Fuentes R, Farfán C, Astete N, Garay I, Dias F, Arias A
Research Centre in Dental Sciences (CICO), Dental School, Universidad de La Frontera, Temuco, Chile; Department of Integral Adults Dentistry, Dental School, Universidad de La Frontera, Temuco, Chile.
Folia Morphol (Warsz). 2018;77(4):780-784. doi: 10.5603/FM.a2018.0031. Epub 2018 Mar 23.

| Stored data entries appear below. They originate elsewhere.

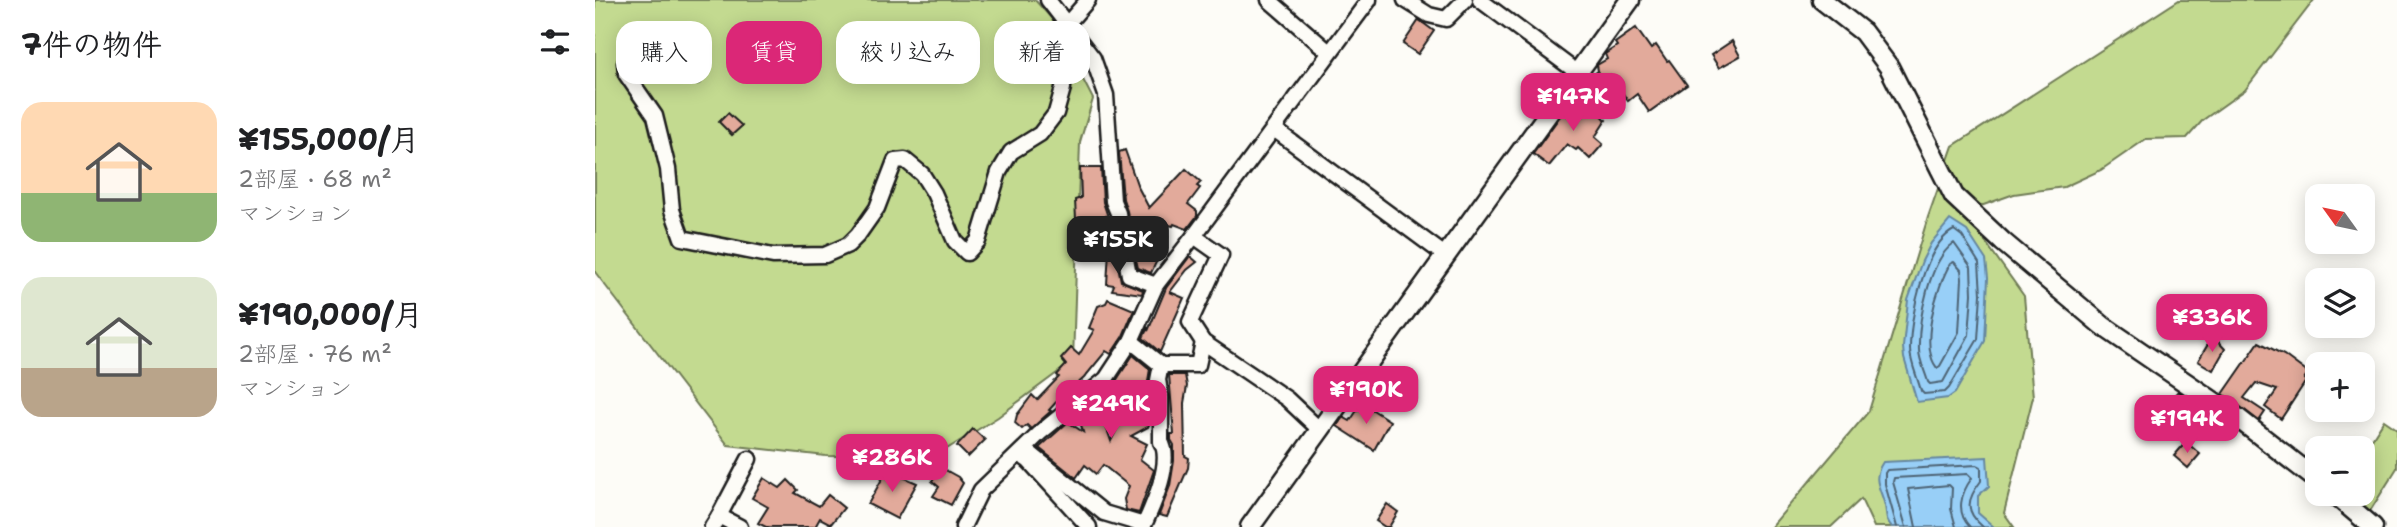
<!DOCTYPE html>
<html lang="ja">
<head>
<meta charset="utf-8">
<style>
	body { margin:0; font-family:"Shantell Sans","Klee One",sans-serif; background:#f6f6f6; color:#202124; height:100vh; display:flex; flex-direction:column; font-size:26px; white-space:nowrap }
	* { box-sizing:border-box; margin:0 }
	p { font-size:23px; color:#757577 }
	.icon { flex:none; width:38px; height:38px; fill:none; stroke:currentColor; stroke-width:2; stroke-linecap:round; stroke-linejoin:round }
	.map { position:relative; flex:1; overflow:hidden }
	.details { display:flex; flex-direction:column; background:#fff; width:595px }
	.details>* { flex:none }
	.hud { position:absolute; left:21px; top:21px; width:665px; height:63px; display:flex; gap:14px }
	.needle { width:46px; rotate:303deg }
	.controls { position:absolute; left:1710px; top:184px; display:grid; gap:14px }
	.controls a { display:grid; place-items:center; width:70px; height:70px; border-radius:14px; background:#fff; box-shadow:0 4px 18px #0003; font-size:35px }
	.price { position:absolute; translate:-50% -60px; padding:0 16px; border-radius:14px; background:#db2777; color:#fff; font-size:23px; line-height:46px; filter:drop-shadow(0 2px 4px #0008) }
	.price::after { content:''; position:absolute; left:50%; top:42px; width:21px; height:16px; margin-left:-10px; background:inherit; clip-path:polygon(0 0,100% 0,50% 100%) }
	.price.current { background:#222; color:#fff }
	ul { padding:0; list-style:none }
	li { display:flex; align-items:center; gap:21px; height:175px; padding:0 21px }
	li span { display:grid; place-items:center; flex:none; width:196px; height:140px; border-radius:21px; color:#555 }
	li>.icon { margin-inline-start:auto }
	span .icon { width:84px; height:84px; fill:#fffc; stroke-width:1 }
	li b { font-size:30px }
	h2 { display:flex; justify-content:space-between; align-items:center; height:84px; padding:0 21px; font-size:30px }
	.pill { padding:0 24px; border-radius:21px; background:#fff; box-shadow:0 4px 18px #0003; font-size:24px; line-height:63px }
	.pill.current { background:#db2777; color:#fff }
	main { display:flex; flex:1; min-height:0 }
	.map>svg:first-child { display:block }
	.green { fill:#c3da90; stroke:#707b56; stroke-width:2 }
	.water { fill:#98cff7; stroke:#66879f; stroke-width:2 }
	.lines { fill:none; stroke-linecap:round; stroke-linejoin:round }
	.shore { stroke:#4e6474; stroke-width:2 }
	.building { fill:#e2aa9b; stroke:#1c1c1c; stroke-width:2 }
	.minor-casing { stroke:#1c1c1c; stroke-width:19 }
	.tertiary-casing { stroke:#1c1c1c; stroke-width:23 }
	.minor { stroke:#fdfcf7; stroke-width:14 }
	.tertiary { stroke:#fdfcf7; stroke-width:18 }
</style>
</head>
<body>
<main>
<section class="details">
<h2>7件の物件<svg class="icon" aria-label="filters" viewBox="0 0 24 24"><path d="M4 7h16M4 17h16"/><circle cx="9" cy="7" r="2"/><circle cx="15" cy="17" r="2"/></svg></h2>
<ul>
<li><span style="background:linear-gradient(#ffd9b3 65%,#8fb573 0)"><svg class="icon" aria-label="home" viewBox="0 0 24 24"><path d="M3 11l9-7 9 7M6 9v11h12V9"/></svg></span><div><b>¥155,000/月</b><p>2部屋 · 68 m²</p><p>マンション</p></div></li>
<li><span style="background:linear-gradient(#dfe7d0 65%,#b9a48a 0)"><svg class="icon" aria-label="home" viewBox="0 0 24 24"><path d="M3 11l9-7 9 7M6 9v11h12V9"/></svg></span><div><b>¥190,000/月</b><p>2部屋 · 76 m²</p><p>マンション</p></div></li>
</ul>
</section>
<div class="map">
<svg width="1802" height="527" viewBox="0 0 1802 527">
	<rect width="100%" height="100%" fill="#fdfcf7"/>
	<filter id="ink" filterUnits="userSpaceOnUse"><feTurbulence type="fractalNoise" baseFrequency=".0143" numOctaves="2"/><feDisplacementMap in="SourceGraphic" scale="14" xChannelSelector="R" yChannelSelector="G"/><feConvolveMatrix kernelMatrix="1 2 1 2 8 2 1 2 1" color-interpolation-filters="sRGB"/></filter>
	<g filter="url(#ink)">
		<g class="green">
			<polygon points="0,0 440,0 457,19 498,99 485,142 478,361 403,417 339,457 231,456 133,445 0,272"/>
			<polygon points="1584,0 1719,0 1650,90 1608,120 1592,138 1551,139 1506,170 1469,187 1419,194 1369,212 1429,296 1438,397 1409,513 1419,527 1279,527 1266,499 1236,527 1176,527 1274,411 1333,217 1358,146"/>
			<polygon points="1789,420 1802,429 1802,468 1775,511 1753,494 1768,494 1768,453"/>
		</g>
		<g class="water">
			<polygon points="1355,220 1372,231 1391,260 1393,278 1390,341 1360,393 1353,398 1322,402 1309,358 1308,347 1313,300 1327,261 1336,243"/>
			<path d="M 1392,457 L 1394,486 L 1383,496 L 1383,513 L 1399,527 L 1297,527 C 1290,519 1292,516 1290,506 C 1286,488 1276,480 1288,462 Z"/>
		</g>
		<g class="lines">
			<g class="shore">
				<path d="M 1359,230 L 1367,236 L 1384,263 L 1386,294 L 1383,339 L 1354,388 L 1350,392 L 1329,394 L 1326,391 C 1323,378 1315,363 1315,349 C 1315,318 1329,245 1359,230 Z"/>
				<path d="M 1359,243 L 1376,267 L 1377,294 L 1374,335 L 1348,382 L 1335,384 L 1333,382 C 1330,371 1324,360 1324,350 C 1323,321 1334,260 1359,243 Z"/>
				<path d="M 1359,262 L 1366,270 L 1367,279 L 1364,332 L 1345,366 L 1342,368 C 1324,346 1342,286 1355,264 Z"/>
				<path d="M 1302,527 L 1290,484 L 1290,473 L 1292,470 L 1382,465 L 1386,467 L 1386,481 C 1372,499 1369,511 1388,527"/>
				<path d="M 1311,527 L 1298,482 L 1299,478 L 1373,474 L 1377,478 C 1366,493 1360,512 1375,527"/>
				<polyline points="1321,527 1313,489 1354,485 1357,488 1356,509 1361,527"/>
			</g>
		</g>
		<g class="building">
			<polygon points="824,20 839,31 823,54 808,44"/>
			<polygon points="1041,28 1056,49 1061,45 1072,61 1074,60 1092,85 1054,112 1042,94 1033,101 1015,75 1005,82 999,74 1003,71 1002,65 1012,59 1010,54 1022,46 1020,43"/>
			<polygon points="1137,41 1145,56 1124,68 1116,55"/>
			<polygon points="978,98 998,110 1001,108 1011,120 1000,137 1008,144 995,159 983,148 981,150 972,144 954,166 938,154"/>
			<polygon points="133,113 147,126 137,135 124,122"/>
			<polygon points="530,150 543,187 554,208 591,169 606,182 602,186 605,188 593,204 602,211 602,216 592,229 579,224 578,226 550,219 573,237 556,273 543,268 539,251 552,251 537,238 532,211 528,199 524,152"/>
			<polygon points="485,168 506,168 508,202 514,220 511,217 511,233 487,234 486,218 481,219 480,200 486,198"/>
			<polygon points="514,250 520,250 526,281 548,290 547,294 517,290 519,285 512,284"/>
			<polygon points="595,256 602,262 592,270 575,292 589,298 565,352 548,338 553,327 553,331 571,288"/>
			<polygon points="513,299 539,310 528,336 516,354 511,351 489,378 478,388 474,388 454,410 456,411 436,429 432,425 427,429 420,423 422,415 437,395 442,400 464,377 462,375 471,365 466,359 476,348 484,355 499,330 494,328 503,306 511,303"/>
			<polygon points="1618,336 1630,349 1618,370 1603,361"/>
			<polygon points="1664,342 1689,355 1713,373 1709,379 1711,381 1686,419 1670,407 1682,390 1661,383 1649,398 1670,412 1664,421 1628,394"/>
			<polygon points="538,355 555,369 553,381 556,420 553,427 536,436 552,444 545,459 559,470 544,513 531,510 529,499 534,486 508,465 501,474 490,465 481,478 444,448 473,422 488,432 483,414 494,405 507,414 516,441 540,391 521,381"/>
			<polygon points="574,375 590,375 592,386 589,403 590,456 594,458 593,468 572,517 564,515 575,486 579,461 579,445 576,440 576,434 579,434"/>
			<polygon points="1583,391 1598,402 1589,410 1587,408 1582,423 1564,440 1550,428"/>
			<polygon points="767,403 795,421 779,450 742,426 748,417 755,421"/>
			<polygon points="378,429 390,440 373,457 362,446"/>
			<polygon points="1591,442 1605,454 1593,468 1579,456"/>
			<polygon points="345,467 363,477 368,483 356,505 338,496 344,487 337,481"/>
			<polygon points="292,470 322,483 302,519 273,504"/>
			<polygon points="169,478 185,488 193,480 203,490 200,493 224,506 233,495 249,508 236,524 225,518 220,527 171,527 163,523 173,507 157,498"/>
			<polygon points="792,504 803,512 794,527 790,527 781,521"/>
		</g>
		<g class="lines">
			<g class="minor-casing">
				<g id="minor">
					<polyline points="453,0 498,58 511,95 518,201 523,213 534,275 561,285"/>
					<polyline points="674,0 734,52"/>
					<polyline points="810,0 834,15 851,19 870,0"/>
					<polyline points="885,0 983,73"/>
					<polyline points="100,76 37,54 30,63 31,74 60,116 73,169 77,210 87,238 178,256 230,255 253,245 263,235 282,208 300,161 310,160 327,174 339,193 360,241 372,253 383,241 404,172 416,152 445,134 461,113 468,88 472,24 493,0"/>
					<polyline points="679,129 851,256"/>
					<polyline points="599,236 626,255 595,322 608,342 692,399 725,430"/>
					<polyline points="536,341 566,365 603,365 608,342"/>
					<path d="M 431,459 L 436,454 L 509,513 L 549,525 C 558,506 578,461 566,442 L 566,398 L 563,380 L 566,365"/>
					<polyline points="434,461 494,527"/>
					<polyline points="124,516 154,459"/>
					<polyline points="117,527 124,516 145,527"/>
					<polyline points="368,527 386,490 446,432 511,379 536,341 561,285 599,236 774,0"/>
				</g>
			</g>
			<g class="tertiary-casing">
				<g id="tertiary">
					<polyline points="1227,0 1268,32 1294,67 1359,196 1408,242 1508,326 1644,419 1722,480"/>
					<polyline points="1739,494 1778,527"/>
					<polyline points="655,527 1035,0"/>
				</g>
			</g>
			<use href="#minor" class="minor"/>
			<use href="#tertiary" class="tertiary"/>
		</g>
	</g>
</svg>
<div class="controls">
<a><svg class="needle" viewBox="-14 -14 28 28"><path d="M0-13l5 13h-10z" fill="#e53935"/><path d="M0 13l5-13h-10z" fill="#757577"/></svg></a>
<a><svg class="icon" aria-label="layers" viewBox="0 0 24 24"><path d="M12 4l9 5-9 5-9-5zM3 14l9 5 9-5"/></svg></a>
<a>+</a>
<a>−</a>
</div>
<b class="price" style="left:978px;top:133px">¥147K</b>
<b class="price current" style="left:523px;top:276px">¥155K</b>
<b class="price" style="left:1617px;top:354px">¥336K</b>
<b class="price" style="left:771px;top:426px">¥190K</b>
<b class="price" style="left:516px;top:440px">¥249K</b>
<b class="price" style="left:1592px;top:455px">¥194K</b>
<b class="price" style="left:297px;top:494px">¥286K</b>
<div class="hud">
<a class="pill">購入</a>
<a class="pill current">賃貸</a>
<a class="pill">絞り込み</a>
<a class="pill">新着</a>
</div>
</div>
</main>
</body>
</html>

The mandibular canal (MC) originates in the mandibular foramen and runs bilaterally through the mandibular ramus and body, ending in the mental foramen. One of the most common anatomical variations is bifid MC, the configurations of which have been classified into four categories and sub-categories. The prevalence of these variations depends on the imaging method used. Studies carried out in panoramic X-rays and cone beam computed tomography (CBCT) show prevalences varying between 1% and 20%. In this case report we present the finding of a bilateral bifid MC by CBCT examination; we describe its location and morphological characteristics. The variation found was a type 1 bilateral bifid MC, which consists in an accessory canal originating from a single mandibular foramen and extending to the third molar or its immediate surroundings. In this report we discuss the importance of detecting these anatomical variations, as well as their implications in clinical practice.
下颌管(MC)起自下颌孔,双侧贯穿下颌支和下颌体,止于颏孔。最常见的解剖变异之一是下颌管双叉,其形态已被分为四类和亚类。这些变异的发生率取决于所使用的成像方法。在全景X线片和锥形束计算机断层扫描(CBCT)中进行的研究表明,发生率在1%至20%之间变化。在本病例报告中,我们展示了通过CBCT检查发现的双侧下颌管双叉;我们描述了其位置和形态特征。发现的变异是1型双侧下颌管双叉,其由一条起自单个下颌孔并延伸至第三磨牙或其紧邻区域的副管组成。在本报告中,我们讨论了检测这些解剖变异的重要性及其在临床实践中的意义。